However, the character I loved most was Sepideh, an innocent but knowledgeable young student whose fate is tragic. A supporter of Khatami and reform, she later becomes a reformist journalist—but during the Green Movement she is imprisoned. Studying and working in Iran, I’ve known many girls like Sepideh—girls like Sahar. For Minoui, Sepideh is a symbol of Iran’s young generation, who voted for a new country in 1997. Like her father, who sacrificed his health in the Iran-Iraq War, Sephideh is the sacrifice of the reformist movement. What I really admire about Sepideh is her courage to fight for what she believes. I’m Writing You from Tehran is not only Minoui’s journey to Iran, it is also Sepideh’s political quest. Her cries on the phone on the night of Ahmadinejad’s success in the 2009 presidential election leads directly to the 2009 protests—the Green Movement.

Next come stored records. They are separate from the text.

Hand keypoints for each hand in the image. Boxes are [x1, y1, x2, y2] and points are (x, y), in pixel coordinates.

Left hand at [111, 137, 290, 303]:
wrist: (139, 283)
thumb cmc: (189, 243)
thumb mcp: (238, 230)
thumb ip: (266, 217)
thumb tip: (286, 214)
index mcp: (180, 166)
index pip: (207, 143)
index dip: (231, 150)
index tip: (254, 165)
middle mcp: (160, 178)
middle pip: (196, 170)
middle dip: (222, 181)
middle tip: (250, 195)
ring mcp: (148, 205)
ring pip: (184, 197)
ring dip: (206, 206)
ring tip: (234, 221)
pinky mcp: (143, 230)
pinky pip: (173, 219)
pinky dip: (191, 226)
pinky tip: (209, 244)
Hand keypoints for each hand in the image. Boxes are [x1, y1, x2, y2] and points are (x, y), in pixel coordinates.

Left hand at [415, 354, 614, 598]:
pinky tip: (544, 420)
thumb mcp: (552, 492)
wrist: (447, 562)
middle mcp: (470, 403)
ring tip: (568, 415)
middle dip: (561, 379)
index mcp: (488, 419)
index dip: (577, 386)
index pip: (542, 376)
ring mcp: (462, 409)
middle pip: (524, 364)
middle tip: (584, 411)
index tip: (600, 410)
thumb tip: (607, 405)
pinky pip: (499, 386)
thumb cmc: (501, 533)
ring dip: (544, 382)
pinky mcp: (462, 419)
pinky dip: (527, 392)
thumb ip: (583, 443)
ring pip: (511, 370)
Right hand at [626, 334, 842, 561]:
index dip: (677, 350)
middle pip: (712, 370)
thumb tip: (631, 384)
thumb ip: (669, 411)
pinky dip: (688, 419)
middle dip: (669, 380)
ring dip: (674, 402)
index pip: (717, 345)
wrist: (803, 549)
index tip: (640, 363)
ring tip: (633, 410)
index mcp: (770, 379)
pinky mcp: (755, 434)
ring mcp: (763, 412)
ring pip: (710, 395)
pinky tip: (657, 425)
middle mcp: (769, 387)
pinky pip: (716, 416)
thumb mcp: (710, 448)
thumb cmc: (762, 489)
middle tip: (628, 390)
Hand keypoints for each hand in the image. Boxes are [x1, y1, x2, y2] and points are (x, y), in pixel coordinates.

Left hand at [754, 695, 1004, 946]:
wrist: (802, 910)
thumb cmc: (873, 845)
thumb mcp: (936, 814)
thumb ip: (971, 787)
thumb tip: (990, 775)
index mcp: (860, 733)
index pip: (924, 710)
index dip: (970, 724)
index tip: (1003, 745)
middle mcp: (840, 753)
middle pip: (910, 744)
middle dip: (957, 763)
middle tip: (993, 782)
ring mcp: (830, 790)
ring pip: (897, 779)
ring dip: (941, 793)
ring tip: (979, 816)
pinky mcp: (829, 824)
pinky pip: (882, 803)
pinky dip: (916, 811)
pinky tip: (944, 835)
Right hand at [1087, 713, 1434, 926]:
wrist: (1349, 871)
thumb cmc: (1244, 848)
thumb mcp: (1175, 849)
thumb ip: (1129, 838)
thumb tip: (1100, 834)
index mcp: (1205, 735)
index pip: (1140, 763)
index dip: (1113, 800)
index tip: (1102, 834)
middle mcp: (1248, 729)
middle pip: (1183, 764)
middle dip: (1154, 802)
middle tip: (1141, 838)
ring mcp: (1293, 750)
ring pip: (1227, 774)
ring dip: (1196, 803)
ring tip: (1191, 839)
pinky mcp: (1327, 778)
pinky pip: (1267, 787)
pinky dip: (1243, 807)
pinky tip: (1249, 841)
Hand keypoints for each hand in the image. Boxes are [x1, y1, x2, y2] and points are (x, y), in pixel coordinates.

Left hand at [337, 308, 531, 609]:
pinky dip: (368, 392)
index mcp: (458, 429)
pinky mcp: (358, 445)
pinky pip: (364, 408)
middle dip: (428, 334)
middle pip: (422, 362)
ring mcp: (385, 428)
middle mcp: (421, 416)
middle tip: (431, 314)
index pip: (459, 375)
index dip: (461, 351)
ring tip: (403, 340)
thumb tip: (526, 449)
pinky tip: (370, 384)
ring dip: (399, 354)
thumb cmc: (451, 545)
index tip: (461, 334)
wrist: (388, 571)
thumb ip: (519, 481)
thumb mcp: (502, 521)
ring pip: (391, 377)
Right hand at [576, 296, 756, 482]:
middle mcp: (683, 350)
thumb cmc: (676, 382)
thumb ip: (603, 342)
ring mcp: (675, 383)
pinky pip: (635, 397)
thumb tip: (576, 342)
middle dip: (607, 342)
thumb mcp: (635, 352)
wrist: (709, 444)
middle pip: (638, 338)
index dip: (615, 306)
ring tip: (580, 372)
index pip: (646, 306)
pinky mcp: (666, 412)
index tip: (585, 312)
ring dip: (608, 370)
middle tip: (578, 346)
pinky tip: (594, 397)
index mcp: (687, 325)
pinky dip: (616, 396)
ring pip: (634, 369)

The early pages of I’m Writing You from Tehran—translated from French by Emma Ramadan—reminded me of a scene of the American movie Argo, directed by Ben Affleck. The plane takes off, Kathy and Joe Stafford hug happily while crying. In the summer of 2009, when her plane is readying to depart Tehran’s Imam Khomeini International Airport, Minoui feels relieved. “The taxi rolls along gray lines. That’s all we can make out in the darkness, gray lines as far as the eye can see, marking out the road to the airport. Outside, beyond the window, the night devours the last forbidden words I heard…. The plane takes off. What does a person think about once she is free?”

Minoui’s dark and gloomy description of Tehran’s atmosphere in the summer of 2009, on the night she said an unwanted goodbye to her roots, shows her transformation. She is no longer that one hundred percent French girl: “I left your country without looking back, how could I say good-bye to a rediscovered part of myself?”

I believe Minoui became not only an Iranian, but also a citizen of the world, and mostly a citizen of the Middle East. In the years since, she has lived in both Tehran and Paris, traveling as a journalist to Beirut, Iraq, and so on. Tellingly, she named her daughter Samarra—an Arabic given name—indicating that Lebanon became a second, or third, home after her farewell to Iran.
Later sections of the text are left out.